Tenant uprising in Silicon Valley

Renters’ protest in San Jose, California, home of the billion dollar high tech industry. Skyrocketing rents of up to $3000 a month are forcing low-wage workers out. PHOTO/ KRISTIN PEDDERSON

Renters’ protest in San Jose, California, home of the billion dollar high tech industry. Skyrocketing rents of up to $3000 a month are forcing low-wage workers out.


SAN JOSE, CA — People in San Jose, California and elsewhere in the Silicon Valley area have erupted in a surge of organizing activity around skyrocketing rents and deteriorating housing. Their desperation had been building for years and finally reached a tipping point in May, motivating Downtown Councilmember Raul Peralez to release a memo calling for rent reform. Hundreds rallied to support new rent controls, while the Mayor and other Councilmembers hurried to jump on board. According to poll results released in August, 72% of San Jose residents now support a strict 2% cap on annual rent increases in the city.

The crisis in housing and homelessness in Silicon Valley has been severe since the 1980s, but recently it has become extreme. Over time, as corporations replaced workers with automation, they more and more refuse to pay taxes to support housing programs for workers they do not need. In a capitalist economy, they cannot support policies that do not increase their profits. As a result the government is forced to starve the federal Section 8 housing program, to the point where the Housing Authority proposes new cutbacks almost every year.

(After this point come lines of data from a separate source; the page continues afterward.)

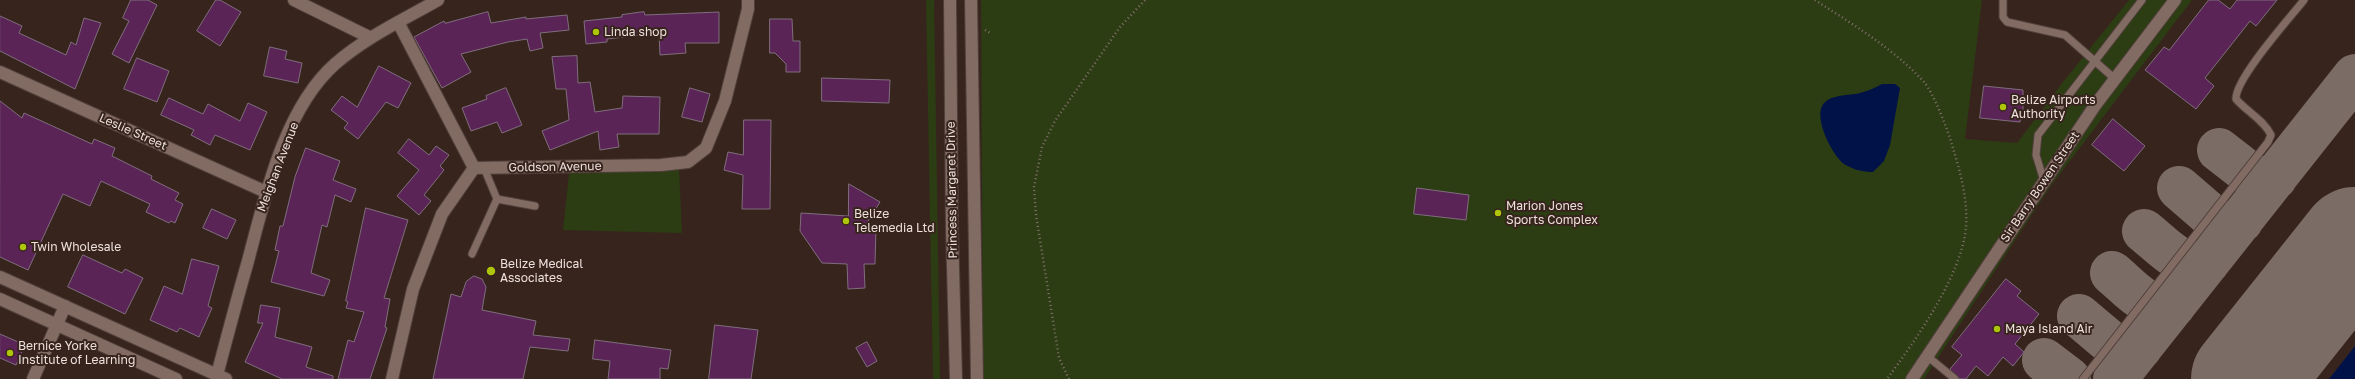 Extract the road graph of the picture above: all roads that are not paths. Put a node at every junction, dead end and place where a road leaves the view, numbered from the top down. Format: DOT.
graph roads {
  1 [pos="294,0"];
  2 [pos="438,0"];
  3 [pos="748,0"];
  4 [pos="950,0"];
  5 [pos="970,0"];
  6 [pos="2002,0"];
  7 [pos="2142,0"];
  8 [pos="2175,0"];
  9 [pos="2304,0"];
  10 [pos="398,22"];
  11 [pos="369,37"];
  12 [pos="2095,61"];
  13 [pos="0,72"];
  14 [pos="2115,79"];
  15 [pos="479,168"];
  16 [pos="2044,181"];
  17 [pos="266,192"];
  18 [pos="498,199"];
  19 [pos="535,206"];
  20 [pos="472,254"];
  21 [pos="0,277"];
  22 [pos="0,299"];
  23 [pos="65,306"];
  24 [pos="58,325"];
  25 [pos="1927,356"];
  26 [pos="221,377"];
  27 [pos="33,379"];
  28 [pos="176,379"];
  29 [pos="392,379"];
  30 [pos="956,379"];
  31 [pos="977,379"];
  32 [pos="1912,379"];
  33 [pos="1955,379"];
  34 [pos="2083,379"];
  1 -- 11 [label="street"];
  2 -- 10 [label="street, Meighan Avenue"];
  3 -- 15 [label="street, Goldson Avenue"];
  4 -- 30 [label="street, Princess Margaret Drive"];
  5 -- 31 [label="street, Princess Margaret Drive"];
  6 -- 12 [label="lane"];
  7 -- 12 [label="lane"];
  8 -- 14 [label="street, Sir Barry Bowen Street"];
  9 -- 34 [label="lane"];
  10 -- 11 [label="street, Meighan Avenue"];
  10 -- 15 [label="street"];
  11 -- 17 [label="street, Meighan Avenue"];
  12 -- 14 [label="lane"];
  12 -- 16 [label="lane"];
  13 -- 17 [label="street, Leslie Street"];
  14 -- 16 [label="street, Sir Barry Bowen Street"];
  15 -- 18 [label="lane"];
  15 -- 29 [label="street"];
  16 -- 25 [label="street, Sir Barry Bowen Street"];
  17 -- 26 [label="street, Meighan Avenue"];
  18 -- 19 [label="lane"];
  18 -- 20 [label="lane"];
  21 -- 23 [label="street"];
  22 -- 24 [label="street"];
  23 -- 24 [label="street"];
  23 -- 26 [label="street"];
  24 -- 27 [label="street"];
  24 -- 28 [label="street"];
  25 -- 32 [label="street, Sir Barry Bowen Street"];
  25 -- 33 [label="lane"];
}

In the meantime, a temporary boom in demand for highly paid technology workers has driven housing prices and rents through the roof. One recent report showed average rent for a two-bedroom San Jose apartment is now $2917 a month. The surge in median incomes is also pushing up rents for “affordable” tax credit housing to the point where fixed-income seniors and people with disabilities fear being forced out of their homes. Many case workers simply advise seniors and disabled to leave the area (and their support systems) because there is no housing available here for people like them.

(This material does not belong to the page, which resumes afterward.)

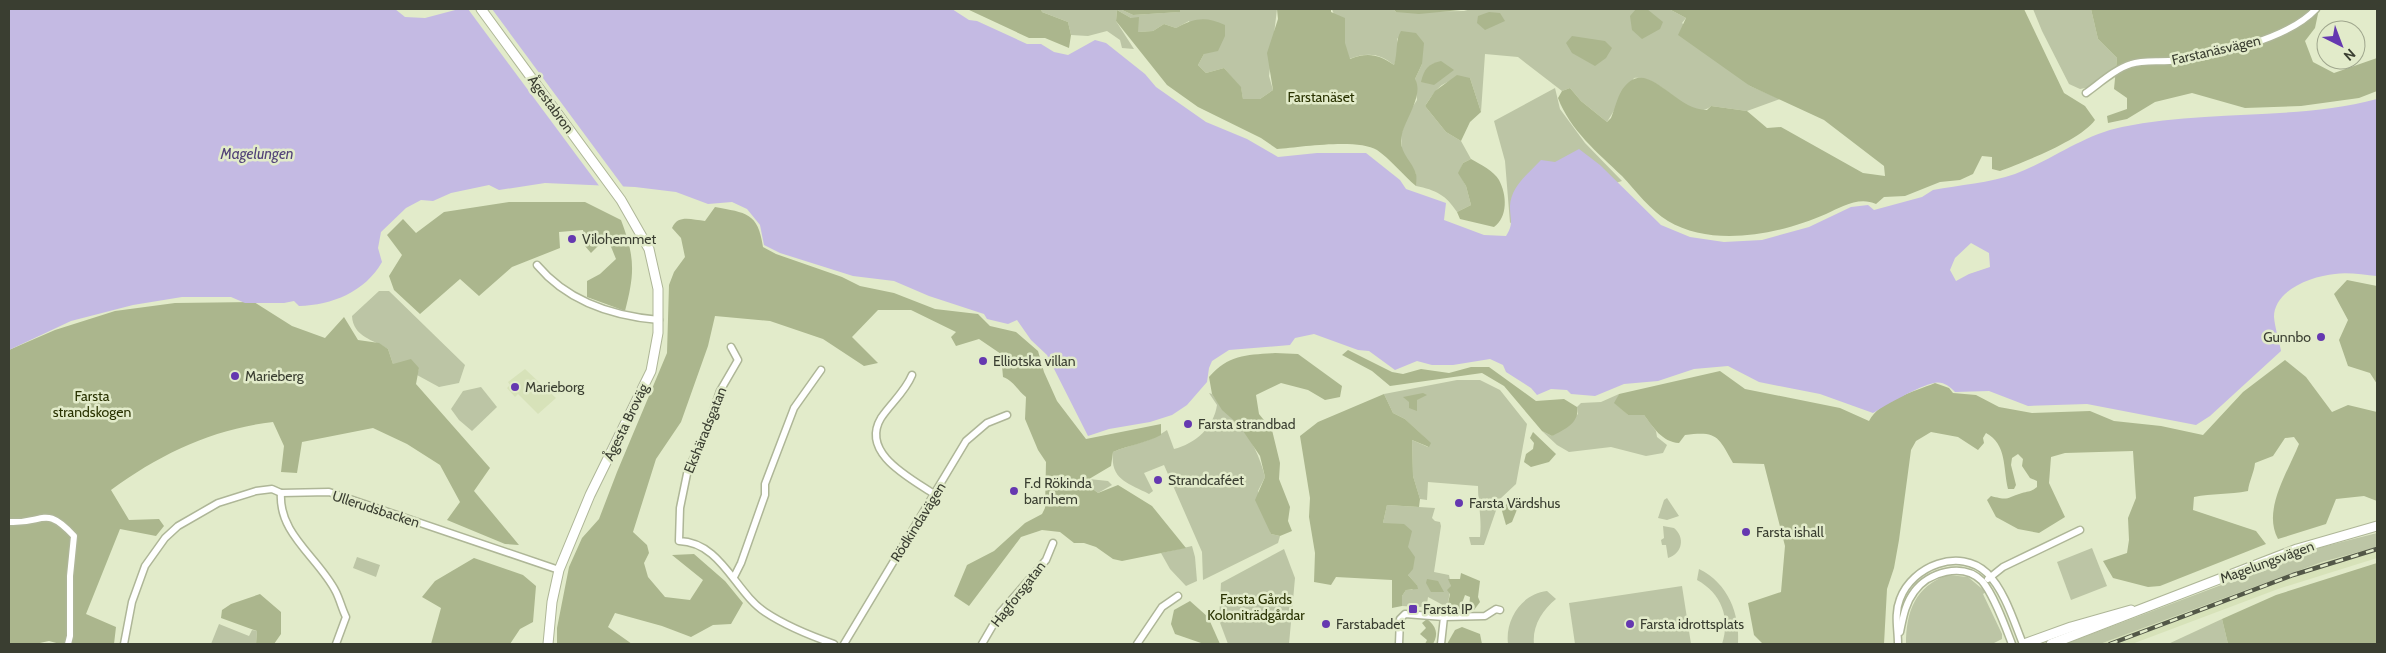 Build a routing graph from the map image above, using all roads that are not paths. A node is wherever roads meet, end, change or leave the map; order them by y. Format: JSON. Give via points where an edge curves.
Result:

Stopping the cuts and enacting stricter rent controls by themselves will not end the crisis, but they are an opportunity to engage and educate the people around their true class interests. People without property have nothing in common with capitalist corporations that prey on them to make money. Corporations are refusing to house people unless they can make a profit by doing so. Government refuses to help because it has been more and more taken over by the corporations. This is a systemic breakdown and requires a systemic solution.

We cannot change anything unless we fight for our rights, including our right to decent, safe, affordable housing for ourselves and our families. We have to demand stronger rent control and restoration of every program, but we need to understand that these are only temporary fixes. The real victory is our unity, and our realization that the system is abandoning us and we need to rely on one another to survive. These are the first steps on the path to building the new society we need and deserve, one based on human rights instead of private profit.